En entrant dans l’espace de la galerie ou du musée où se situe l’œuvre, nous accédons à un espace dans lequel le film « réside » en vingt-quatre moniteurs vidéo, disposés en triptyques. La disposition en triptyques produit un affect esthétique, une saveur relative à l’histoire de l’art qui nous renvoie à l’époque et au lieu spécifiques que nous habitons. Elle nous rappelle une série de tableaux divisés en trois sections, ou trois panneaux peints articulés ensemble, une conception triadique du tableau apparue au Moyen Âge et populaire jusqu’à la Renaissance, notamment dans les retables. Tout en faisant écho à l’organisation tripartite du tableau et à son histoire, les moniteurs, placés sur des piédestaux visibles et disposés dans l’espace du musée, engagent également une dimension sculpturale concrète. Sur ces moniteurs sculpturaux, nous voyons les images que la caméra a recueillies, que celle-ci reste immobile, opère un panoramique de 360 degrés dans une gare ou se déplace dans les rues indépendamment des objets ou des sujets qui entrent dans le cadre. L’ambiance de l’installation renforce l’impact esthétique et affectif de ce receuil d’images [collection]. En fin de compte, les moniteurs vidéo s’apparentent à un espace de stockage destinés à un parcours mnémotechnique, eux-mêmes se transformant en une archive. Dans ce lieu de receuil d’images [collection] qu’est le souvenir [recollection], nous sommes transportés dans le temps. Avec ces séquences archivées sur des écrans structurés de manière picturale et disposés sculpturalement dans l’espace de la galerie, les spectateurs prennent conscience des strates de l’histoire visuelle et font également l’expérience de la matérialité de la projection cinématographique. En déambulant autour de ces écrans sculpturaux, le spectateur a le plaisir d’entrer physiquement et imaginairement dans un film, de s’absorber dans un espace projectif et de retraverser haptiquement ce langage constitué de plans montés et de mouvements de caméra qui culminent dans l’assemblage et le déplacement des corps dans l’espace. L’effet final induit, c’est la dislocation du cinéma lui-même dans l’espace d’art. Ce mode de spectatorialité signale en fin de compte un lieu de passage entre l’art, l’architecture et le cinéma, qui se fonde sur des notions changeantes de modalités d’exposition et de projection qui sont aussi effectives qu’affectives.
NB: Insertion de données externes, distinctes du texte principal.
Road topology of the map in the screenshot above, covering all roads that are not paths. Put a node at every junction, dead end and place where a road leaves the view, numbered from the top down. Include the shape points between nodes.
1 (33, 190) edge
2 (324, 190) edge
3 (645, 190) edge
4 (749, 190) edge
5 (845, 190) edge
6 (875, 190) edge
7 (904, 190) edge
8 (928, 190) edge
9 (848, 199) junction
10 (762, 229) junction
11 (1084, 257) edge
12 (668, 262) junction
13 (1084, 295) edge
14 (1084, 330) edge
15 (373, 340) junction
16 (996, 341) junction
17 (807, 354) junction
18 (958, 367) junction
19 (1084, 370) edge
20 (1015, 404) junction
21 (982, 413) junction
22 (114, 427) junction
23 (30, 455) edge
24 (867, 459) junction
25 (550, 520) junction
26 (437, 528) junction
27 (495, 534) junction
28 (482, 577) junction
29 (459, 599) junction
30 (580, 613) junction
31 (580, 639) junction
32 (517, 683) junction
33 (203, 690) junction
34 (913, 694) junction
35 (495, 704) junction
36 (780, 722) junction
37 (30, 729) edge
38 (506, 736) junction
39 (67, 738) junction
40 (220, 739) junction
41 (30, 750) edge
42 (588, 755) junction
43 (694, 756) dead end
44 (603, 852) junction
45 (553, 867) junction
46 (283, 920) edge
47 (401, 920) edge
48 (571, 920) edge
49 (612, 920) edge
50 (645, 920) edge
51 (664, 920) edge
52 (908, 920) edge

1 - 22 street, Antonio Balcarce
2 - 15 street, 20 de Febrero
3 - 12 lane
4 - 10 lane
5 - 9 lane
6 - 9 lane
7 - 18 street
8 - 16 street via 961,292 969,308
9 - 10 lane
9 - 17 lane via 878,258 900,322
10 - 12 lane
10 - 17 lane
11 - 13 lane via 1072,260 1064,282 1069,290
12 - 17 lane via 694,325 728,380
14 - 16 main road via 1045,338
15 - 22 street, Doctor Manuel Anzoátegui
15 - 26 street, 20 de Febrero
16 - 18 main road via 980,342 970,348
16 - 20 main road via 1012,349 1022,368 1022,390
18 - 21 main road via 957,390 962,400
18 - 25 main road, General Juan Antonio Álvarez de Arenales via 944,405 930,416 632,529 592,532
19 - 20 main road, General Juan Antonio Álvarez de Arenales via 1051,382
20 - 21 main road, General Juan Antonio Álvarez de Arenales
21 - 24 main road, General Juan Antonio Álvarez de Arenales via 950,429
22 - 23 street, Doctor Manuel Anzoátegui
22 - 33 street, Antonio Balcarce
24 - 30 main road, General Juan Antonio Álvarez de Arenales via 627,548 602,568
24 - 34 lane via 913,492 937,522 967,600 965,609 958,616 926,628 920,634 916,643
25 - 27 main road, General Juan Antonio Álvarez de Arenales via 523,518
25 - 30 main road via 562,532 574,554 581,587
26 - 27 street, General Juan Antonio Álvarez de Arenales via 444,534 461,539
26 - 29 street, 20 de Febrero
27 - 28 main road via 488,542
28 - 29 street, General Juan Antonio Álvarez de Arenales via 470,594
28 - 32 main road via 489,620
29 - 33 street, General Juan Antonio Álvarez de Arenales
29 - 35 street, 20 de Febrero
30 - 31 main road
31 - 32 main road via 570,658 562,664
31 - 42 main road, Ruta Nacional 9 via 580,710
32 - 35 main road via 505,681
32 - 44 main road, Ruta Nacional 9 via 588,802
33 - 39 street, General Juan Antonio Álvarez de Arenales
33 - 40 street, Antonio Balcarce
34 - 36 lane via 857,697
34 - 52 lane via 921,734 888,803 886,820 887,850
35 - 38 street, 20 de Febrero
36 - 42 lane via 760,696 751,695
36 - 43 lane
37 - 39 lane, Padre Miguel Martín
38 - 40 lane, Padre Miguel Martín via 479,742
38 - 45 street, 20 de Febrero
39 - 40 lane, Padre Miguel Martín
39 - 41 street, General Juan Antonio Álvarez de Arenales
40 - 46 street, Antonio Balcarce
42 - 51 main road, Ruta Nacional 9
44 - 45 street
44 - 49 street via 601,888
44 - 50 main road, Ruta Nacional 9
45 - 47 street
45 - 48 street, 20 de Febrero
Environnements transitionnels, histoire projective

Dans les salles d’observation d’Akerman, si le seuil relationnel que constitue la projection se matérialise architecturalement, c’est l’écran lui-même qui occupe le devant de la scène, devenant son propre espace-frontière. En oscillant entre le cinéma expérimental, la fiction et le documentaire, et en travaillant par la suite à l’installation dans des espaces d’art, Akerman, recadrant l’écran, exacerbe tout particulièrement l’aspect projectif de l’acte de projection. Elle a transformé la toile de l’écran en un objet qui permet d’explorer le soi et l’intériorité tout en restant en contact vital avec le monde matériel, demeurant réceptif à la multiplicité des époques et aux traces de la mémoire. L’usage qu’elle fait de la structure de la grille renforce l’architectonique même de l’écran, conférant une dimension environnementale à la toile qui sert de support au monde projectif.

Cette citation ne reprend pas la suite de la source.